▶ _INPUT RECORDS_:
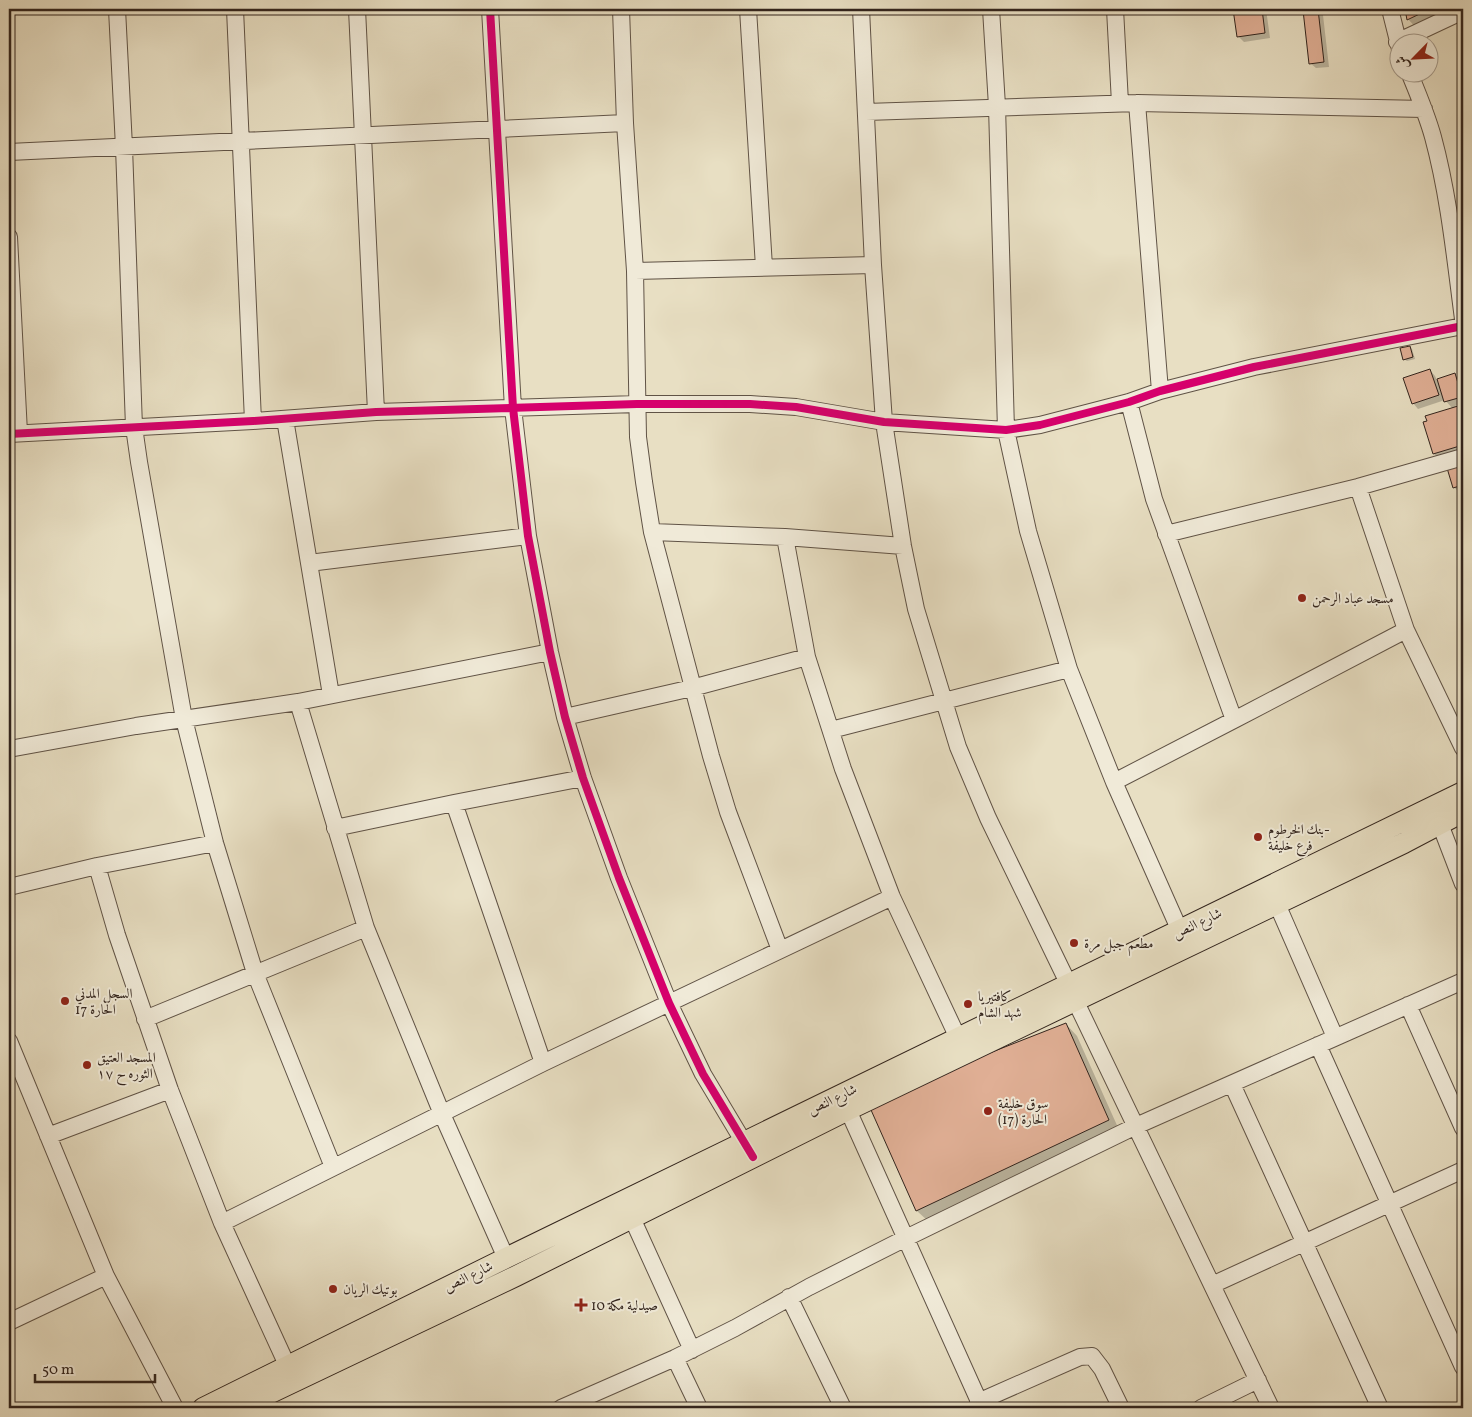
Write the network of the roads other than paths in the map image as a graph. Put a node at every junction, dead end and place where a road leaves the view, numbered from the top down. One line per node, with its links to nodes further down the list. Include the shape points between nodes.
1 (117, 9): 24 (street)
2 (235, 9): 23 (street)
3 (357, 9): 22 (street)
4 (490, 9): 21 (street)
5 (621, 9): 20 (street)
6 (748, 9): 29 (street)
7 (861, 9): 19 (street)
8 (991, 9): 17 (street)
9 (1115, 9): 15 (street)
10 (1390, 9): 12 (street)
11 (1463, 11): 13 (street)
12 (1395, 32)
13 (1424, 32)
14 (1413, 82): 18 (street)
15 (1120, 103): 16 (street); 17 (street)
16 (1137, 103): 18 (street); 33 (street)
17 (997, 106): 19 (street); 42 (street)
18 (1424, 109): 26 (street)
19 (866, 112): 28 (street)
20 (625, 123): 21 (street); 30 (street)
21 (496, 129): 22 (street); 36 (street)
22 (363, 135): 23 (street); 37 (street)
23 (240, 141): 24 (street); 39 (street)
24 (124, 146): 25 (street); 41 (street)
25 (9, 152)
26 (1458, 230): 31 (street)
27 (9, 237): 43 (street)
28 (873, 265): 29 (street); 40 (street)
29 (764, 267): 30 (street)
30 (635, 271): 35 (street)
31 (1463, 318)
32 (1463, 326): 33 (street, via 1254,367)
33 (1160, 391): 34 (street)
34 (1129, 402): 42 (street, via 1040,425); 47 (street)
35 (637, 404): 36 (street); 40 (street, via 796,407); 46 (street, via 638,437)
36 (513, 408): 37 (street); 48 (street)
37 (376, 412): 38 (street)
38 (284, 418): 39 (street); 51 (street)
39 (253, 421): 41 (street)
40 (884, 422): 42 (street); 50 (street)
41 (134, 427): 43 (street); 61 (street)
42 (1006, 430): 55 (street, via 1028,531)
43 (14, 434)
44 (1463, 457): 45 (street)
45 (1358, 487): 47 (street); 52 (street)
46 (652, 532): 49 (street); 56 (street)
47 (1166, 534): 62 (street)
48 (528, 536): 51 (street); 53 (street)
49 (785, 537): 50 (street); 54 (street)
50 (903, 546): 59 (street, via 916,609)
51 (309, 563): 57 (street)
52 (1406, 630): 62 (street); 64 (street)
53 (550, 652): 57 (street); 60 (street)
54 (807, 657): 56 (street); 63 (street)
55 (1069, 669): 59 (street); 67 (street)
56 (692, 688): 60 (street); 82 (street, via 728,812)
57 (331, 695): 58 (street)
58 (298, 702): 61 (street); 72 (street)
59 (943, 702): 63 (street); 85 (street, via 988,818)
60 (565, 717): 66 (street)
61 (184, 719): 65 (street); 74 (street)
62 (1234, 720): 67 (street)
63 (831, 730): 78 (street)
64 (1463, 748)
65 (9, 750)
66 (583, 778): 69 (street); 86 (street)
67 (1114, 782): 81 (street)
68 (1463, 792): 73 (main road, شارع النص)
69 (454, 802): 72 (street); 93 (street)
70 (1463, 812): 71 (main road, شارع النص)
71 (1440, 824): 73 (main road, شارع النص); 76 (street)
72 (335, 828): 80 (street)
73 (1400, 834): 79 (main road, شارع النص); 81 (main road, شارع النص)
74 (215, 843): 75 (street); 83 (street)
75 (97, 866): 77 (street); 88 (street)
76 (1463, 884)
77 (9, 887)
78 (892, 897): 82 (street); 90 (street)
79 (1277, 904): 85 (main road, شارع النص); 89 (street)
80 (366, 928): 83 (street); 97 (street)
81 (1180, 931): 85 (main road, شارع النص)
82 (780, 950): 86 (street)
83 (255, 973): 88 (street); 102 (street)
84 (1463, 981): 87 (street)
85 (1072, 992): 90 (main road, شارع النص); 96 (main road, شارع النص); 98 (street)
86 (669, 1003): 93 (street); 101 (street, via 703,1074)
87 (1408, 1005): 89 (street); 99 (street)
88 (145, 1019): 95 (street)
89 (1335, 1037): 92 (street)
90 (958, 1038): 101 (main road, شارع النص)
91 (9, 1044): 100 (street)
92 (1318, 1045): 94 (street); 104 (street)
93 (543, 1063): 97 (street)
94 (1232, 1084): 98 (street); 108 (street)
95 (170, 1090): 100 (street); 106 (street)
96 (848, 1110): 101 (main road, شارع النص); 107 (street)
97 (442, 1114): 102 (street); 109 (street)
98 (1136, 1126): 107 (street); 111 (street)
99 (1463, 1128)
100 (48, 1136): 110 (street)
101 (748, 1150): 105 (main road, شارع النص); 109 (main road, شارع النص)
102 (333, 1167): 106 (street)
103 (1463, 1170): 104 (street)
104 (1389, 1204): 108 (street); 117 (street)
105 (632, 1218): 114 (street); 122 (main road, شارع النص)
106 (222, 1223): 116 (street)
107 (904, 1239): 112 (street); 119 (street)
108 (1303, 1243): 111 (street); 129 (street)
109 (506, 1258): 116 (main road, شارع النص)
110 (106, 1276): 113 (street); 120 (street)
111 (1212, 1285): 118 (street)
112 (789, 1297): 114 (street); 125 (street)
113 (9, 1322)
114 (692, 1350): 115 (street)
115 (675, 1358): 123 (street); 124 (street)
116 (287, 1365): 121 (main road, شارع النص)
117 (1463, 1367)
118 (1258, 1380): 127 (street); 128 (street)
119 (980, 1405): 126 (street, via 1080,1356 1092,1356 1102,1368)
120 (174, 1408)
121 (203, 1408)
122 (240, 1408)
123 (563, 1408)
124 (700, 1408)
125 (843, 1408)
126 (1121, 1408)
127 (1201, 1408)
128 (1271, 1408)
129 (1380, 1408)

▶ _ABOUT THIS EXERCISE_: Output all of the listing above, exactly as given, but without its pictures.

▶ _ANSWER TO THIS PROBLEM_:
Write the network of the roads other than paths in the map image as a graph. Put a node at every junction, dead end and place where a road leaves the view, numbered from the top down. One line per node, with its links to nodes further down the list. Include the shape points between nodes.
1 (117, 9): 24 (street)
2 (235, 9): 23 (street)
3 (357, 9): 22 (street)
4 (490, 9): 21 (street)
5 (621, 9): 20 (street)
6 (748, 9): 29 (street)
7 (861, 9): 19 (street)
8 (991, 9): 17 (street)
9 (1115, 9): 15 (street)
10 (1390, 9): 12 (street)
11 (1463, 11): 13 (street)
12 (1395, 32)
13 (1424, 32)
14 (1413, 82): 18 (street)
15 (1120, 103): 16 (street); 17 (street)
16 (1137, 103): 18 (street); 33 (street)
17 (997, 106): 19 (street); 42 (street)
18 (1424, 109): 26 (street)
19 (866, 112): 28 (street)
20 (625, 123): 21 (street); 30 (street)
21 (496, 129): 22 (street); 36 (street)
22 (363, 135): 23 (street); 37 (street)
23 (240, 141): 24 (street); 39 (street)
24 (124, 146): 25 (street); 41 (street)
25 (9, 152)
26 (1458, 230): 31 (street)
27 (9, 237): 43 (street)
28 (873, 265): 29 (street); 40 (street)
29 (764, 267): 30 (street)
30 (635, 271): 35 (street)
31 (1463, 318)
32 (1463, 326): 33 (street, via 1254,367)
33 (1160, 391): 34 (street)
34 (1129, 402): 42 (street, via 1040,425); 47 (street)
35 (637, 404): 36 (street); 40 (street, via 796,407); 46 (street, via 638,437)
36 (513, 408): 37 (street); 48 (street)
37 (376, 412): 38 (street)
38 (284, 418): 39 (street); 51 (street)
39 (253, 421): 41 (street)
40 (884, 422): 42 (street); 50 (street)
41 (134, 427): 43 (street); 61 (street)
42 (1006, 430): 55 (street, via 1028,531)
43 (14, 434)
44 (1463, 457): 45 (street)
45 (1358, 487): 47 (street); 52 (street)
46 (652, 532): 49 (street); 56 (street)
47 (1166, 534): 62 (street)
48 (528, 536): 51 (street); 53 (street)
49 (785, 537): 50 (street); 54 (street)
50 (903, 546): 59 (street, via 916,609)
51 (309, 563): 57 (street)
52 (1406, 630): 62 (street); 64 (street)
53 (550, 652): 57 (street); 60 (street)
54 (807, 657): 56 (street); 63 (street)
55 (1069, 669): 59 (street); 67 (street)
56 (692, 688): 60 (street); 82 (street, via 728,812)
57 (331, 695): 58 (street)
58 (298, 702): 61 (street); 72 (street)
59 (943, 702): 63 (street); 85 (street, via 988,818)
60 (565, 717): 66 (street)
61 (184, 719): 65 (street); 74 (street)
62 (1234, 720): 67 (street)
63 (831, 730): 78 (street)
64 (1463, 748)
65 (9, 750)
66 (583, 778): 69 (street); 86 (street)
67 (1114, 782): 81 (street)
68 (1463, 792): 73 (main road, شارع النص)
69 (454, 802): 72 (street); 93 (street)
70 (1463, 812): 71 (main road, شارع النص)
71 (1440, 824): 73 (main road, شارع النص); 76 (street)
72 (335, 828): 80 (street)
73 (1400, 834): 79 (main road, شارع النص); 81 (main road, شارع النص)
74 (215, 843): 75 (street); 83 (street)
75 (97, 866): 77 (street); 88 (street)
76 (1463, 884)
77 (9, 887)
78 (892, 897): 82 (street); 90 (street)
79 (1277, 904): 85 (main road, شارع النص); 89 (street)
80 (366, 928): 83 (street); 97 (street)
81 (1180, 931): 85 (main road, شارع النص)
82 (780, 950): 86 (street)
83 (255, 973): 88 (street); 102 (street)
84 (1463, 981): 87 (street)
85 (1072, 992): 90 (main road, شارع النص); 96 (main road, شارع النص); 98 (street)
86 (669, 1003): 93 (street); 101 (street, via 703,1074)
87 (1408, 1005): 89 (street); 99 (street)
88 (145, 1019): 95 (street)
89 (1335, 1037): 92 (street)
90 (958, 1038): 101 (main road, شارع النص)
91 (9, 1044): 100 (street)
92 (1318, 1045): 94 (street); 104 (street)
93 (543, 1063): 97 (street)
94 (1232, 1084): 98 (street); 108 (street)
95 (170, 1090): 100 (street); 106 (street)
96 (848, 1110): 101 (main road, شارع النص); 107 (street)
97 (442, 1114): 102 (street); 109 (street)
98 (1136, 1126): 107 (street); 111 (street)
99 (1463, 1128)
100 (48, 1136): 110 (street)
101 (748, 1150): 105 (main road, شارع النص); 109 (main road, شارع النص)
102 (333, 1167): 106 (street)
103 (1463, 1170): 104 (street)
104 (1389, 1204): 108 (street); 117 (street)
105 (632, 1218): 114 (street); 122 (main road, شارع النص)
106 (222, 1223): 116 (street)
107 (904, 1239): 112 (street); 119 (street)
108 (1303, 1243): 111 (street); 129 (street)
109 (506, 1258): 116 (main road, شارع النص)
110 (106, 1276): 113 (street); 120 (street)
111 (1212, 1285): 118 (street)
112 (789, 1297): 114 (street); 125 (street)
113 (9, 1322)
114 (692, 1350): 115 (street)
115 (675, 1358): 123 (street); 124 (street)
116 (287, 1365): 121 (main road, شارع النص)
117 (1463, 1367)
118 (1258, 1380): 127 (street); 128 (street)
119 (980, 1405): 126 (street, via 1080,1356 1092,1356 1102,1368)
120 (174, 1408)
121 (203, 1408)
122 (240, 1408)
123 (563, 1408)
124 (700, 1408)
125 (843, 1408)
126 (1121, 1408)
127 (1201, 1408)
128 (1271, 1408)
129 (1380, 1408)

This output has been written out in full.